If you let a residential property in England, there are a handful of certificates and checks the law expects you to have in place. Miss one and you can face fines, lose the ability to evict for non-payment, or — in a serious case — end up with a criminal record. This post is the map. We’ll go deeper on each one in later posts.
The core set for a standard private rental in England:
- Gas Safety Record (CP12) — required annually if there’s any gas appliance, pipework or flue in the property. Must be issued by a Gas Safe registered engineer. Give a copy to the tenant within 28 days of the check (or before move-in for new tenants).
- Electrical Installation Condition Report (EICR) — required at least every five years for all private rentals. A copy goes to tenants within 28 days and to the local authority on request.
- Energy Performance Certificate (EPC) — valid for 10 years, minimum rating currently E. Must be available at the point of marketing.
- Smoke alarms — at least one on every storey used as living accommodation.

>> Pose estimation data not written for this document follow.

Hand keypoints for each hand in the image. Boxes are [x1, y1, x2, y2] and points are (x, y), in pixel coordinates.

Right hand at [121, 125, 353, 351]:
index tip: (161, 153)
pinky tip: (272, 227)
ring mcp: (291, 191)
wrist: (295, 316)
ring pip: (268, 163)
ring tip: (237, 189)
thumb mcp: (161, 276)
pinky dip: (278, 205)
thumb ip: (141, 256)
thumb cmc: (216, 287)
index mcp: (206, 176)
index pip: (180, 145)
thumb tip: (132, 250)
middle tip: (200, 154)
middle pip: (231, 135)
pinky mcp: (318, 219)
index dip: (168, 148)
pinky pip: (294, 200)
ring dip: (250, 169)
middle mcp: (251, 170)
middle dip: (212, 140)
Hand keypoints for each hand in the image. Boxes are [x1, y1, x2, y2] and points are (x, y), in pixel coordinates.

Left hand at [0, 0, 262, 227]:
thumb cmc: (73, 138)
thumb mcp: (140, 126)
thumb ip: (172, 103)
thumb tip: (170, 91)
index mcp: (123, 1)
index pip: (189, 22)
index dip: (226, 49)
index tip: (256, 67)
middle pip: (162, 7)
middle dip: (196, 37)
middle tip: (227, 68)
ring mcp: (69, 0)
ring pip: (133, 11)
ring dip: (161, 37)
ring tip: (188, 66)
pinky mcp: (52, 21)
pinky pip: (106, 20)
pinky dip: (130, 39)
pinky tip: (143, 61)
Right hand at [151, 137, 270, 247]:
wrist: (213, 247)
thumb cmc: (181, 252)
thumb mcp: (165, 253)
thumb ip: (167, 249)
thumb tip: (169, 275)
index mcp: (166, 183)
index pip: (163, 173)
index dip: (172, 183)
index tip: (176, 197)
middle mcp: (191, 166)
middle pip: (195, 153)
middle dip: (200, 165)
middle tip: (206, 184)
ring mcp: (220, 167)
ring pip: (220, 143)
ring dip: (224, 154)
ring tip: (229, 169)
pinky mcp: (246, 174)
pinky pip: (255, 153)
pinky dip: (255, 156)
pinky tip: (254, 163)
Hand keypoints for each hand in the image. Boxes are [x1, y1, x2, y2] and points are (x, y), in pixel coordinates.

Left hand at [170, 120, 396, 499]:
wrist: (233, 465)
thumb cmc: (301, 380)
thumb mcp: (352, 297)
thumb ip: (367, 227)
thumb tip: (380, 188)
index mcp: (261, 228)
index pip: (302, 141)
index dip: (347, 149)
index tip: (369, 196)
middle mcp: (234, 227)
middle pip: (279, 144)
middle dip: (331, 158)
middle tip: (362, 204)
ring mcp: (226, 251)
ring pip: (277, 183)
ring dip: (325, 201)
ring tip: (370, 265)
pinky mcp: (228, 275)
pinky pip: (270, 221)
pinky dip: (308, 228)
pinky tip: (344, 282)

- Carbon monoxide alarms — in every room containing a fixed combustion appliance (excluding gas cookers, though a CO alarm there is still a good idea).

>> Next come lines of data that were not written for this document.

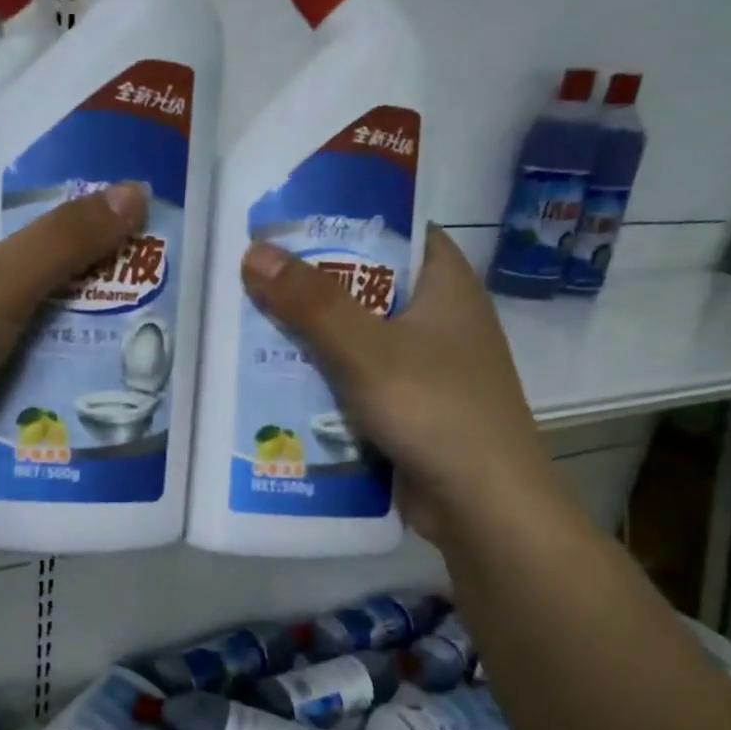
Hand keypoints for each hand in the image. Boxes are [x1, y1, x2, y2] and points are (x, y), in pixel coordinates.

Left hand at [0, 178, 147, 487]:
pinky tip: (49, 366)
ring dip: (37, 314)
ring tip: (96, 326)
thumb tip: (134, 189)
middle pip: (0, 248)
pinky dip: (10, 349)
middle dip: (56, 267)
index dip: (56, 205)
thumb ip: (66, 238)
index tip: (108, 226)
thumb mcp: (0, 283)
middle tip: (115, 281)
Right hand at [241, 226, 554, 538]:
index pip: (395, 232)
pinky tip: (277, 383)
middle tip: (249, 279)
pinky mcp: (407, 409)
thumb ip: (311, 303)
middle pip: (367, 287)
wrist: (482, 507)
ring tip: (248, 328)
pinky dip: (322, 381)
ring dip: (311, 339)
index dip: (344, 222)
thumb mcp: (367, 350)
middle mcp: (438, 320)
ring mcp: (424, 368)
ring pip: (356, 339)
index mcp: (445, 286)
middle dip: (311, 287)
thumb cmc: (435, 411)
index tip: (286, 226)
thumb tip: (253, 251)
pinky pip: (356, 382)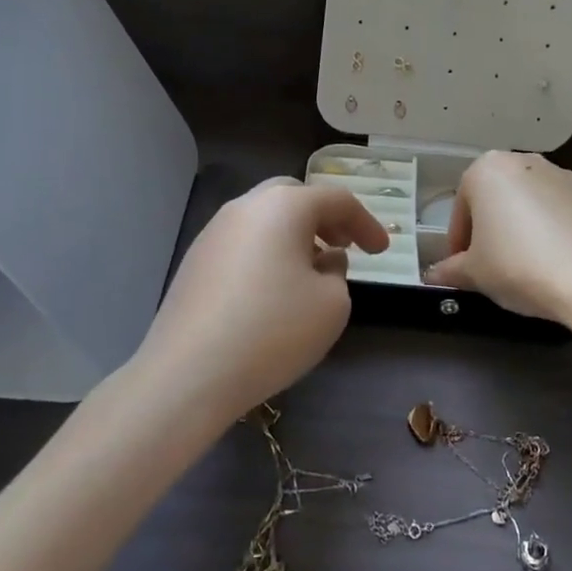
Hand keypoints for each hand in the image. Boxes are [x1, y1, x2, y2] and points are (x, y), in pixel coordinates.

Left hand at [137, 178, 389, 416]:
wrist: (189, 373)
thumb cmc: (273, 331)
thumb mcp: (332, 305)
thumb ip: (337, 274)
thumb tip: (321, 262)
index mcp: (284, 206)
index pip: (336, 200)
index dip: (365, 223)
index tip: (382, 251)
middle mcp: (246, 207)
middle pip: (294, 197)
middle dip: (324, 218)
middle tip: (344, 245)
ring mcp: (214, 232)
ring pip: (265, 219)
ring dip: (294, 236)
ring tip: (310, 270)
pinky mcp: (195, 261)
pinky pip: (242, 243)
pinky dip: (267, 253)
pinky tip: (273, 290)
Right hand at [426, 151, 571, 322]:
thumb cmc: (517, 265)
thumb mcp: (474, 273)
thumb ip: (450, 270)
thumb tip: (432, 276)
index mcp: (486, 170)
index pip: (462, 209)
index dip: (459, 241)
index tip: (463, 267)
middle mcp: (523, 161)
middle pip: (496, 198)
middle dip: (491, 228)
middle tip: (492, 264)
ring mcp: (561, 174)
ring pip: (529, 202)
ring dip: (522, 226)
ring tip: (526, 264)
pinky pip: (560, 211)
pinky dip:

- How to Rent guide — the current version must be given to new tenants at the start of the tenancy.
- Deposit protection — any deposit must be in a government-approved scheme within 30 days, with prescribed information served on the tenant.
- Right to Rent checks — for all adult occupiers before the tenancy starts.
If the property is an HMO, you’ll also likely need a licence, more frequent fire safety checks, a minimum room-size check, and additional amenity standards. We’ll cover HMOs properly in a later post.
If it’s a commercial or mixed-use property, a different set of rules applies — MEES for non-domestic buildings, asbestos duty-holder obligations, and workplace fire safety. This blog focuses on residential.
The common mistakes we see:
- Assuming the EPC “lasts forever” because it was done when the property was bought. It’s valid for 10 years, but both the minimum standard and the methodology are changing.
- Treating the EICR as optional because the property “feels fine.” It’s not optional and hasn’t been since 2020 for new tenancies, 2021 for existing ones.
- Forgetting to re-issue the How to Rent guide when a new version is published — and one was updated after the Renters’ Rights Act received Royal Assent.
Bookmark this post. Over the coming weeks we’ll work through each certificate in detail, plus the bigger law changes coming in 2026.
References and further reading
- GOV.UK, Renting out your property: Landlord responsibilities — gov.uk/renting-out-a-property/landlord-responsibilities
- GOV.UK, How to rent: the checklist for renting in England (current version) — gov.uk/government/publications/how-to-rent
- GOV.UK, Tenancy deposit protection — gov.uk/tenancy-deposit-protection
- GOV.UK, Landlord’s guide to right to rent checks — gov.uk/government/publications/landlords-guide-to-right-to-rent-checks
General guidance, not legal advice. Regulations change and enforcement varies by local authority — always check the primary source on gov.uk for your specific property, and speak to a qualified professional if in doubt.